Perubahan ini berkombinasi dengan faktor penuaan lain akan membuat kulit
menjadi berkurang toleransinya terhadap tekanan, pergesekan, dan tenaga yang
merobek. Selain itu, akibat dari penuaan adalah berkurangnya jaringan lemak
subkutan, berkurangnya jaringan kolagen dan elastin. menurunnya efesiensi
kolateral kapiler pada kulit sehingga kulit menjadi lebih tipis dan rapuh.

b. Penurunan Sensori
Pasien dengan penurunan sensori persepsi akan mengalami
penurunan untuk merasakan sensari nyeri akibat tekanan diatas tulang
yang menonjol. Bila ini terjadi dalam durasi yang lama, pasien akan mudah
terkena luka tekan. karena nyeri merupakan suatu tanda yang secara
normal mendorong seseorang untuk bergerak. Kerusakan saraf
(misalnya akibat cedera, stroke, diabetes) dan koma bisa menyebabkan
berkurangnya kemampuan untuk merasakan nyeri.
c. Penurunan Kesadaran
gangguan neurologis, trauma, analgetik narkotik.
d. Malnutrisi
Orang-orang yang mengalami kekurangan gizi (malnutrisi) tidak
memiliki lapisan lemak sebagai pelindung dan kulitnya tidak mengalami
pemulihan sempurna karena kekurangan zat-zat gizi yang
penting. Karena itu klien malnutrisi juga memiliki resiko tinggi menderita
ulkus dekubitus. Selain itu, malnutrisi dapat gangguan penyembuhan luka.
Biasanya berhubungan dengan hipoalbumin. Hipoalbuminemia, kehilangan
berat badan, dan malnutrisi umumnya diidentifikasi sebagai faktor
predisposisi untuk terjadinya luka tekan. Menurut penelitian Guenter
(2000) stadium tiga dan empat dari luka tekan pada orang tua
6
berhubungan dengan penurunan berat badan, rendahnya kadar albumin,
dan intake makanan yang tidak mencukupi.
e. Mobilitas dan aktivitas
Mobilitas adalah kemampuan untuk mengubah dan mengontrol posisi
tubuh, sedangkan aktivitas adalah kemampuan untuk berpindah. Pasien
yang berbaring terus menerus ditempat tidur tanpa mampu untuk
merubah posisi beresiko tinggi untuk terkena luka tekan. Orang-orang
yang tidak dapat bergerak (misalnya lumpuh, sangat lemah, dipasung).
Imobilitas adalah faktor yang paling signifikan dalam kejadian luka tekan.
f.
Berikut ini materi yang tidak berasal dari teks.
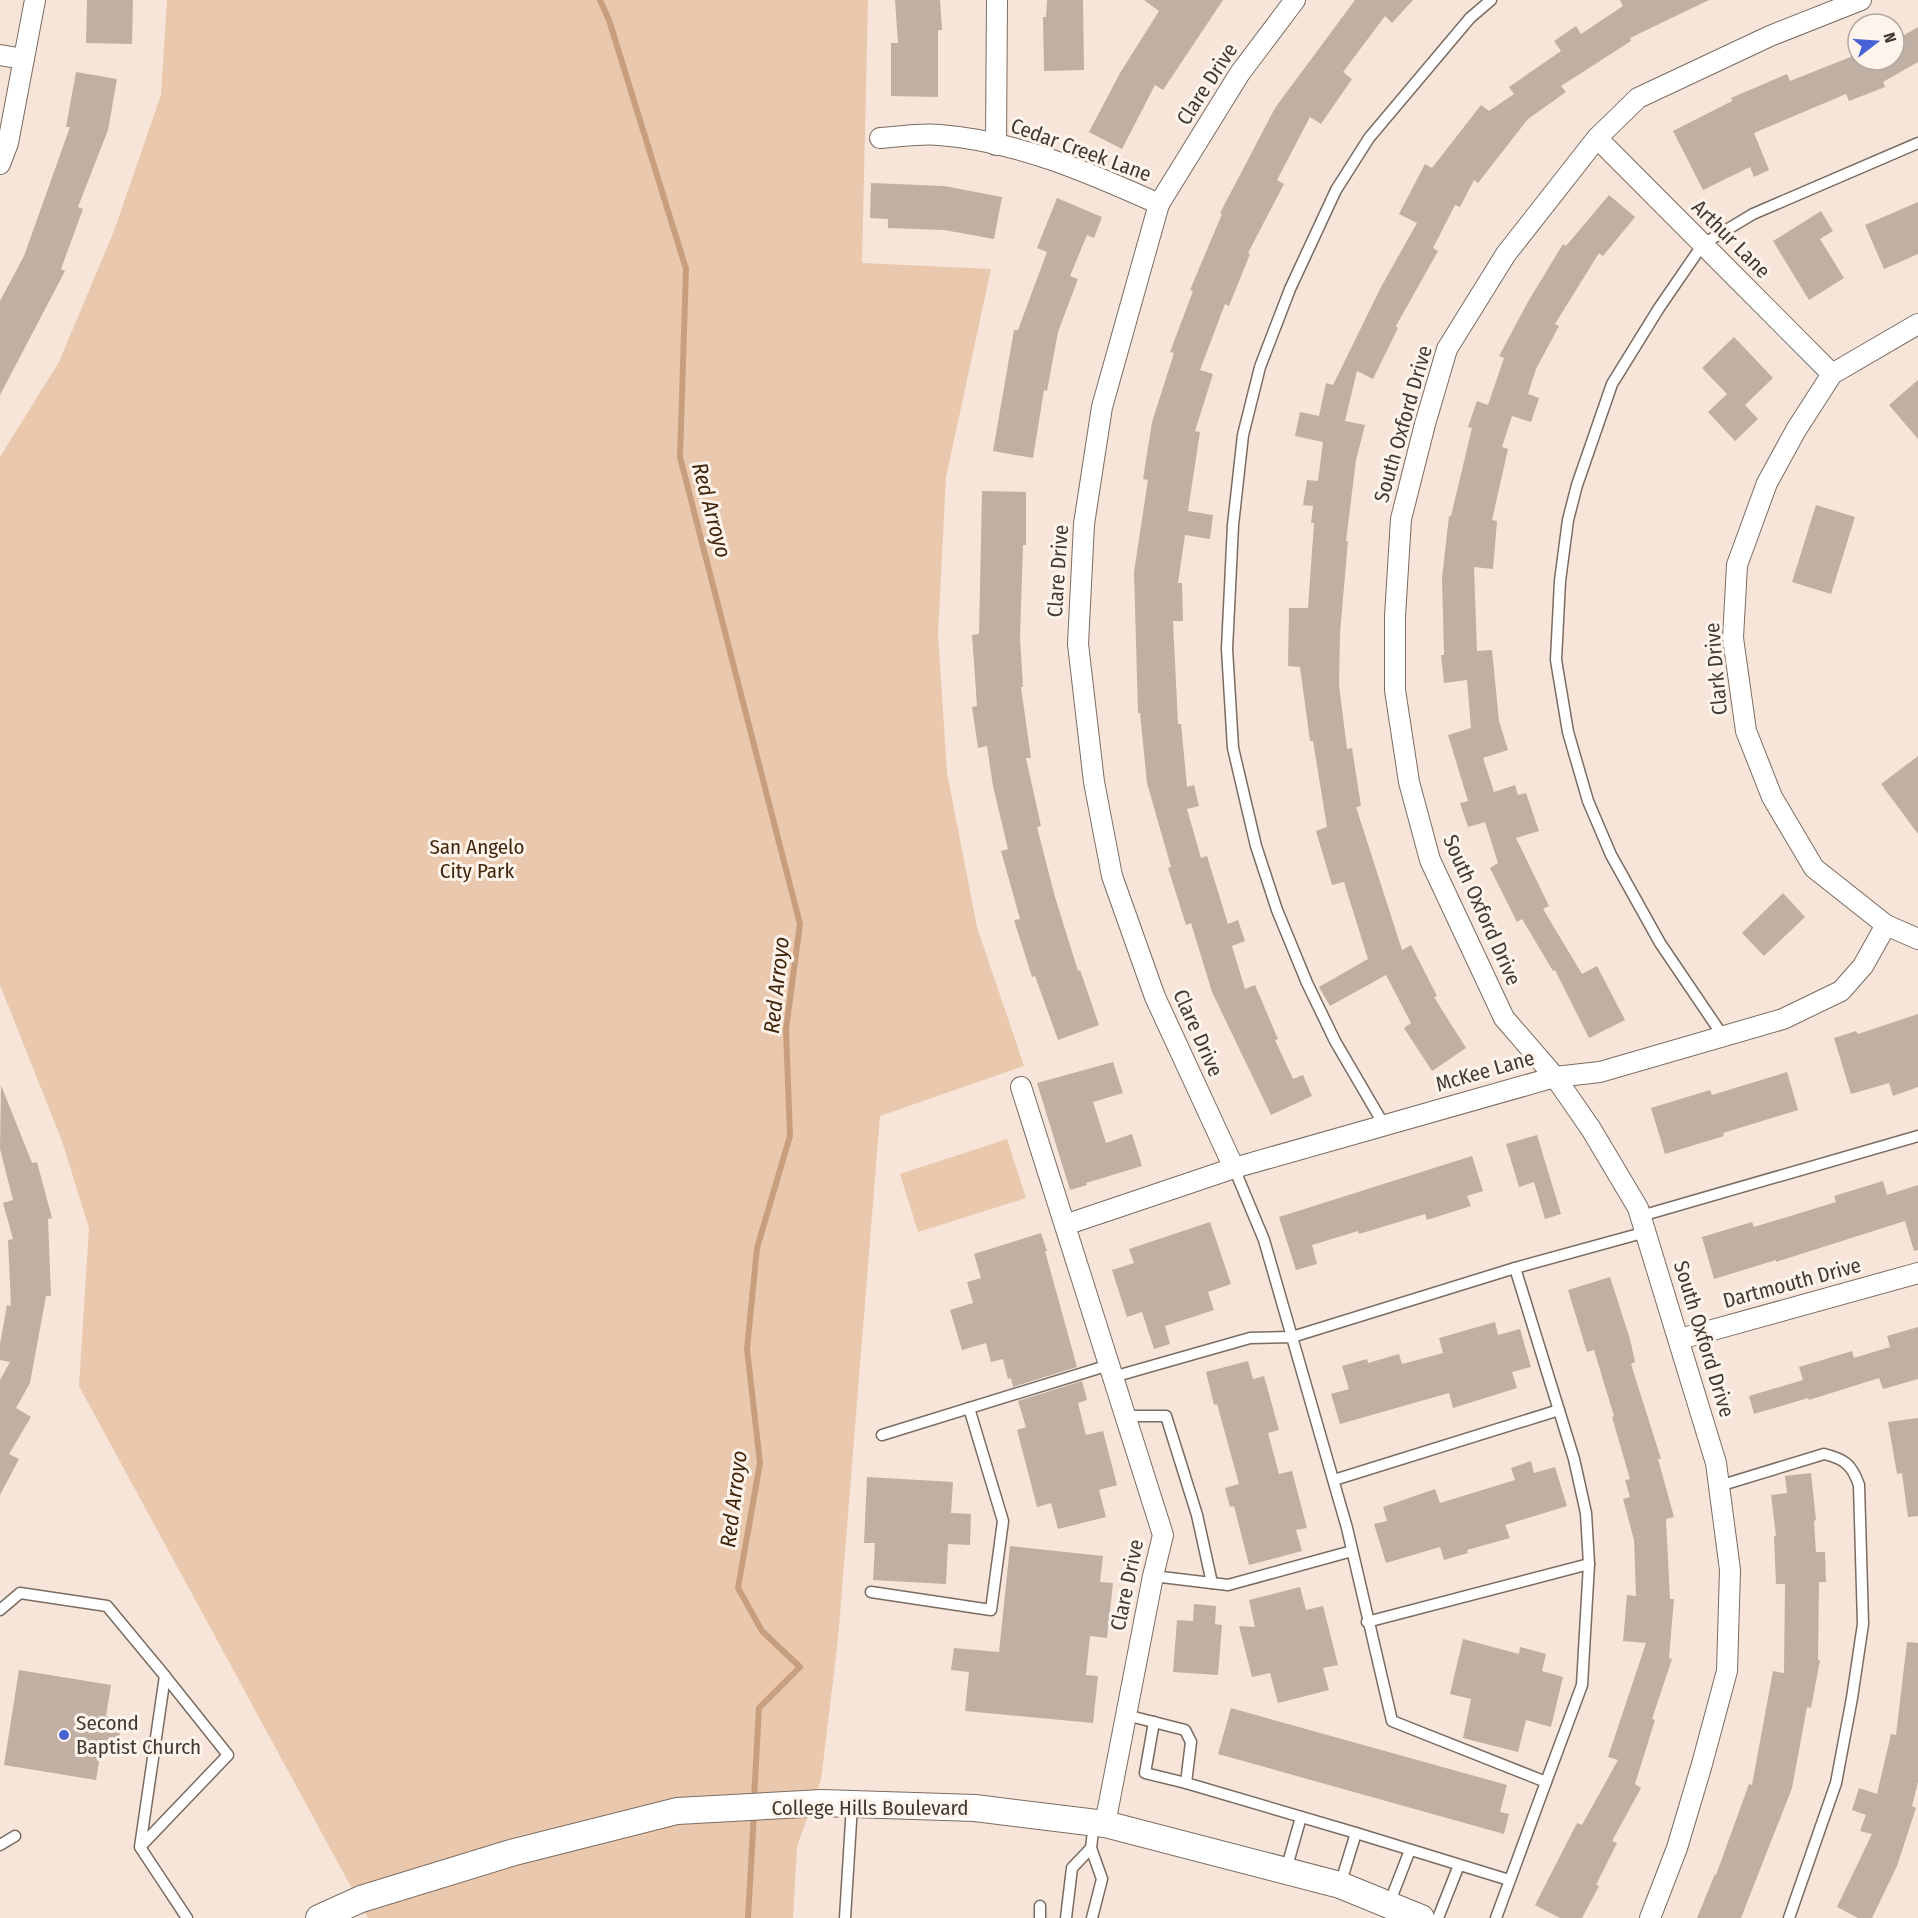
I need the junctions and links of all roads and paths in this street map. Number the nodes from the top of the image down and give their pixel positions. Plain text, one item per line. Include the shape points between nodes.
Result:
1 (35, 0) edge
2 (998, 0) edge
3 (1295, 0) edge
4 (1491, 0) edge
5 (1861, 0) edge
6 (0, 55) edge
7 (24, 59) junction
8 (880, 138) dead end
9 (1597, 138) junction
10 (1918, 143) edge
11 (996, 145) junction
12 (0, 164) edge
13 (1159, 204) junction
14 (1703, 244) junction
15 (1918, 324) edge
16 (1832, 374) junction
17 (1886, 924) junction
18 (1918, 939) edge
19 (1724, 1036) junction
20 (1555, 1077) junction
21 (1021, 1087) dead end
22 (1384, 1125) junction
23 (1918, 1136) edge
24 (1234, 1168) junction
25 (1065, 1224) junction
26 (1643, 1224) junction
27 (1515, 1268) junction
28 (1918, 1273) edge
29 (1292, 1337) junction
30 (1680, 1339) junction
31 (1111, 1371) junction
32 (969, 1408) junction
33 (1559, 1410) junction
34 (1125, 1416) junction
35 (882, 1435) dead end
36 (1334, 1480) junction
37 (1719, 1486) junction
38 (1352, 1551) junction
39 (1589, 1564) junction
40 (1153, 1576) junction
41 (1212, 1583) junction
42 (871, 1592) dead end
43 (0, 1610) edge
44 (1367, 1622) junction
45 (165, 1676) junction
46 (1126, 1716) junction
47 (1154, 1722) junction
48 (1546, 1782) junction
49 (1186, 1783) junction
50 (852, 1805) junction
51 (1301, 1817) junction
52 (1099, 1823) junction
53 (1356, 1833) junction
54 (15, 1836) dead end
55 (0, 1845) edge
56 (140, 1847) junction
57 (1091, 1848) junction
58 (1410, 1850) junction
59 (1459, 1865) junction
60 (1286, 1870) junction
61 (1509, 1880) junction
62 (1340, 1885) junction
63 (1389, 1904) junction
64 (1040, 1906) dead end
65 (188, 1918) edge
66 (319, 1918) edge
67 (845, 1918) edge
68 (1040, 1918) edge
69 (1066, 1918) edge
70 (1092, 1918) edge
71 (1421, 1918) edge
72 (1438, 1918) edge
73 (1496, 1918) edge
74 (1650, 1918) edge
75 (1789, 1918) edge

1 - 7 street
2 - 11 street
3 - 13 street, Clare Drive via 1240,73
4 - 22 lane via 1470,18 1369,138 1336,190 1290,289 1260,367 1243,435 1233,525 1227,649 1233,748 1256,846 1306,982
5 - 9 street, South Oxford Drive via 1770,36 1638,98
6 - 7 street
7 - 12 street via 8,143
8 - 11 street, Cedar Creek Lane via 939,135
9 - 14 street, Arthur Lane
9 - 20 street, South Oxford Drive via 1506,255 1447,348 1401,519 1395,616 1395,690 1409,782 1430,860 1504,1018
10 - 14 lane via 1753,214
11 - 13 street, Cedar Creek Lane via 1074,168
13 - 24 street, Clare Drive via 1102,406 1084,524 1078,644 1094,782 1112,876 1155,997
14 - 16 street, Arthur Lane
14 - 19 lane via 1612,384 1568,520 1556,660 1568,732 1588,801 1611,855 1660,943
15 - 16 street, Clark Drive
16 - 17 street, Clark Drive via 1767,483 1737,564 1733,638 1746,731 1772,798 1814,868
17 - 18 street, Clark Drive
17 - 19 street, McKee Lane via 1863,966 1841,991 1783,1019
19 - 20 street, McKee Lane via 1600,1072
20 - 22 street, McKee Lane
20 - 26 street, South Oxford Drive via 1591,1129 1638,1208
21 - 25 street, Clare Drive
22 - 24 street, McKee Lane
23 - 26 lane
24 - 25 street, McKee Lane
24 - 29 lane via 1264,1240
25 - 31 street, Clare Drive
26 - 27 lane
26 - 30 street, South Oxford Drive
27 - 29 lane
27 - 33 lane
28 - 30 street, Dartmouth Drive
29 - 31 lane via 1250,1338
29 - 36 lane
30 - 37 street, South Oxford Drive
31 - 32 lane
31 - 34 street, Clare Drive
32 - 35 lane
32 - 42 lane via 1003,1521 991,1610
33 - 36 lane
33 - 39 lane via 1586,1513
34 - 40 street, Clare Drive via 1162,1535
34 - 41 lane via 1166,1416 1197,1515
36 - 38 lane
37 - 74 street, South Oxford Drive via 1730,1570 1727,1671 1677,1848
37 - 75 lane via 1824,1454 1848,1464 1859,1485 1863,1624 1852,1698 1836,1783
38 - 41 lane via 1228,1585
38 - 44 lane
39 - 44 lane
39 - 48 lane via 1582,1685
40 - 41 lane
40 - 46 street, Clare Drive
43 - 45 lane via 20,1593 107,1606
44 - 48 lane via 1392,1721
45 - 56 lane
45 - 56 lane via 228,1755
46 - 47 lane
46 - 52 street, Clare Drive
47 - 49 lane via 1185,1730 1191,1742
47 - 49 lane via 1145,1773
48 - 61 lane
49 - 51 lane
50 - 52 street, College Hills Boulevard via 975,1808
50 - 66 street, College Hills Boulevard via 822,1803 677,1811 512,1852 361,1899
50 - 67 lane
51 - 53 lane
51 - 60 lane
52 - 57 lane
52 - 60 street, College Hills Boulevard
53 - 58 lane
53 - 62 lane
54 - 55 lane
56 - 65 lane
57 - 69 lane via 1072,1868
57 - 70 lane via 1102,1879
58 - 59 lane
58 - 63 lane
59 - 61 lane
59 - 72 lane
60 - 62 street, College Hills Boulevard
61 - 73 lane
62 - 63 street, College Hills Boulevard
63 - 71 street, College Hills Boulevard
64 - 68 lane

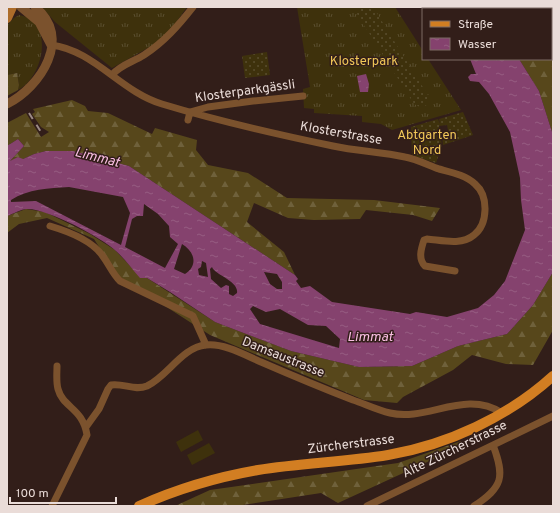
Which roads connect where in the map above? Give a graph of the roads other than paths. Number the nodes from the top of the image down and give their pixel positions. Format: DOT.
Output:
graph roads {
  1 [pos="21,7"];
  2 [pos="193,7"];
  3 [pos="33,10"];
  4 [pos="9,14"];
  5 [pos="51,45"];
  6 [pos="112,75"];
  7 [pos="303,96"];
  8 [pos="7,104"];
  9 [pos="190,112"];
  10 [pos="188,120"];
  11 [pos="50,226"];
  12 [pos="455,271"];
  13 [pos="206,345"];
  14 [pos="57,366"];
  15 [pos="553,376"];
  16 [pos="502,413"];
  17 [pos="553,416"];
  18 [pos="86,427"];
  19 [pos="493,445"];
  20 [pos="52,506"];
  21 [pos="139,506"];
  22 [pos="367,506"];
  23 [pos="474,506"];
  1 -- 3 [label="street"];
  2 -- 6 [label="street"];
  3 -- 4 [label="street"];
  3 -- 5 [label="street"];
  5 -- 6 [label="street, Klosterstrasse"];
  5 -- 8 [label="street"];
  6 -- 9 [label="street, Klosterstrasse"];
  7 -- 9 [label="street, Klosterparkgässli"];
  9 -- 10 [label="street"];
  9 -- 12 [label="street, Klosterstrasse"];
  11 -- 13 [label="street"];
  13 -- 16 [label="street, Damsaustrasse"];
  13 -- 18 [label="street"];
  14 -- 18 [label="street"];
  15 -- 16 [label="main road, Zürcherstrasse"];
  16 -- 21 [label="main road, Zürcherstrasse"];
  17 -- 19 [label="street, Alte Zürcherstrasse"];
  18 -- 20 [label="street"];
  19 -- 22 [label="street, Alte Zürcherstrasse"];
  19 -- 23 [label="street"];
}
Merokok
Nikotin yang terdapat pada rokok dapat menurunkan aliran darah dan
memiliki efek toksik terhadap endotelium pembuluh darah. Menurut hasil
penelitian Suriadi (2002) ada hubungaan yang signifikan antara
merokok dengan perkembangan terhadap luka tekan.
g. Temperatur kulit
Menurut hasil penelitian Sugama (1992) peningkatan temperatur
merupakan, faktor yang signifikan dengan resiko terjadinya luka tekan.
h. Kemampuan sistem kardiovaskuler menurun, sehingga perfusi kulit
menurun.
i. Anemia
j. Hipoalbuminemia, beresiko tinggi terkena dekubitus dan memperlambat
penyembuhannya.
k. Penyakit-penyakit yang merusak pembuluh darah juga mempermudah
terkena dekubitus dan memperburuk dekubitus.